Every watt a GPU consumes becomes heat. TDP (Thermal Design Power) is the maximum sustained heat the chip generates under load. If the cooling system cannot remove that heat fast enough, the GPU throttles its clock speed to protect itself, and performance drops.
How much power does a GB200 NVL72 rack draw compared to typical data center racks?
The GB200 NVL72 packs 72 Blackwell GPUs into one rack at 120-132 kW total. As of early 2026, most data centers run 10-30 kW per rack, and few exceed 30 kW. A single NVL72 rack draws 4-12x that.

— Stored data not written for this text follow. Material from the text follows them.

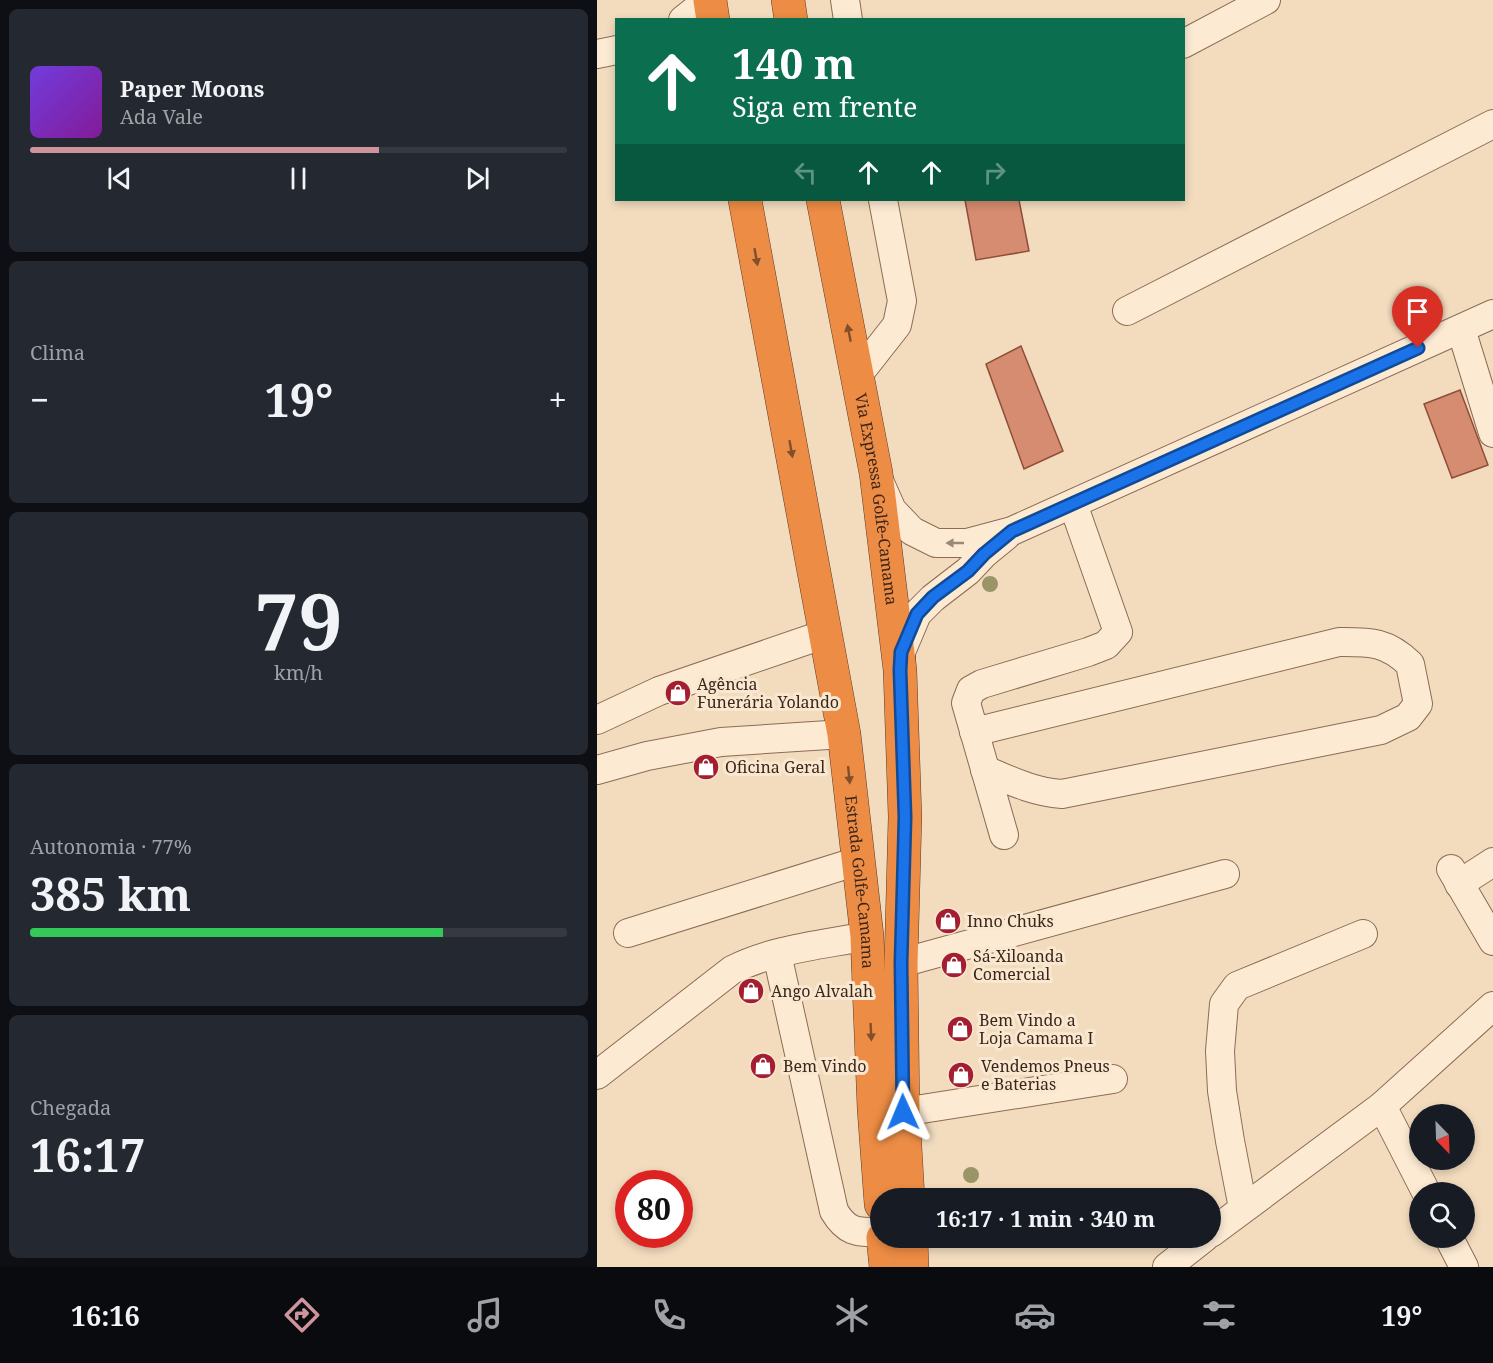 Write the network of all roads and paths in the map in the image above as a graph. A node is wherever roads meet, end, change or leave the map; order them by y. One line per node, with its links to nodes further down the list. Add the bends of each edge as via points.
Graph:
1 (709, 0): 5 (street); 6 (highway)
2 (788, 0): 7 (highway)
3 (845, 0): 8 (street)
4 (1266, 0): 9 (street)
5 (686, 18)
6 (713, 18)
7 (791, 18)
8 (848, 18)
9 (1185, 43)
10 (615, 50): 11 (street)
11 (597, 54)
12 (1493, 124): 16 (street)
13 (745, 201): 24 (highway, one-way to 24)
14 (823, 201): 19 (highway, Via Expressa Golfe-Camama, one-way to 14)
15 (883, 201): 19 (street, via 902,301 897,325)
16 (1127, 311)
17 (1493, 314): 18 (street)
18 (1461, 329): 20 (street); 22 (street)
19 (857, 376): 21 (highway, Via Expressa Golfe-Camama)
20 (1493, 433)
21 (876, 473): 23 (street, one-way to 21, via 967,543 936,543 912,531 892,510); 25 (highway, Via Expressa Golfe-Camama)
22 (1073, 504): 23 (street); 27 (street, via 1119,632 1106,645 971,690 966,703)
23 (1012, 531): 25 (street, via 917,614 901,652)
24 (825, 634): 26 (street, via 659,691); 28 (highway, Estrada Golfe-Camama)
25 (900, 670): 40 (highway, Via Expressa Golfe-Camama, via 905,817)
26 (597, 720)
27 (974, 732): 30 (street); 30 (street, via 1338,642 1387,646 1410,664 1418,704 1408,717 1381,730 1062,794 1021,786)
28 (844, 734): 29 (street, via 721,741); 32 (highway, Estrada Golfe-Camama, one-way to 32)
29 (597, 770)
30 (985, 770): 31 (street)
31 (1004, 835)
32 (858, 861): 35 (street); 37 (highway, Estrada Golfe-Camama)
33 (1493, 862): 38 (street, via 1455,876)
34 (1225, 874): 40 (street)
35 (628, 933)
36 (1363, 933): 49 (street, via 1237,986 1224,1004 1219,1051 1222,1091)
37 (867, 936): 39 (street); 47 (highway, Estrada Golfe-Camama, one-way to 47)
38 (1493, 941)
39 (777, 954): 42 (street, via 732,970); 51 (street, via 834,1211 839,1221 854,1232)
40 (901, 963): 45 (highway, Via Expressa Golfe-Camama)
41 (1493, 1006): 44 (street)
42 (597, 1075)
43 (1113, 1078): 45 (street)
44 (1382, 1106): 46 (street); 49 (street)
45 (903, 1112): 48 (highway, Via Expressa Golfe-Camama)
46 (1421, 1182)
47 (880, 1188)
48 (907, 1188)
49 (1243, 1208): 50 (street)
50 (1221, 1225)
51 (870, 1233)
52 (884, 1248): 55 (highway)
53 (911, 1248): 56 (highway)
54 (1454, 1248): 57 (street)
55 (886, 1267)
56 (912, 1267)
57 (1464, 1267) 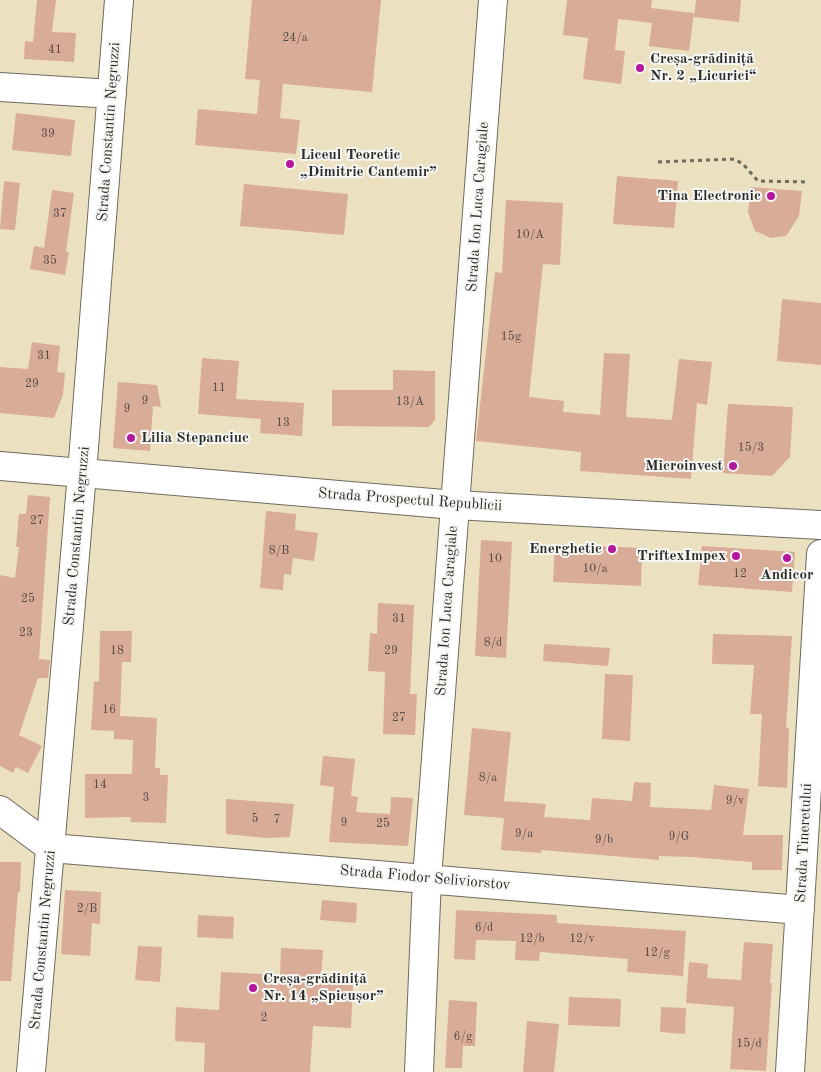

What is direct-to-chip cooling versus immersion cooling?
Direct-to-chip (D2C) cooling handles the hottest components, GPUs and CPUs, with liquid while fans still cool lower-power parts like memory DIMMs and NVMe drives. Immersion cooling submerges the entire server in dielectric fluid, a non-conductive liquid.
How does liquid cooling change rack density for HGX B200?
In Supermicro's published HGX B200 examples, the liquid-cooled design fits 8 systems and 64 GPUs in a 42U rack, while the air-cooled design fits 4 systems and 32 GPUs. The pattern is consistent: liquid cooling doubles density.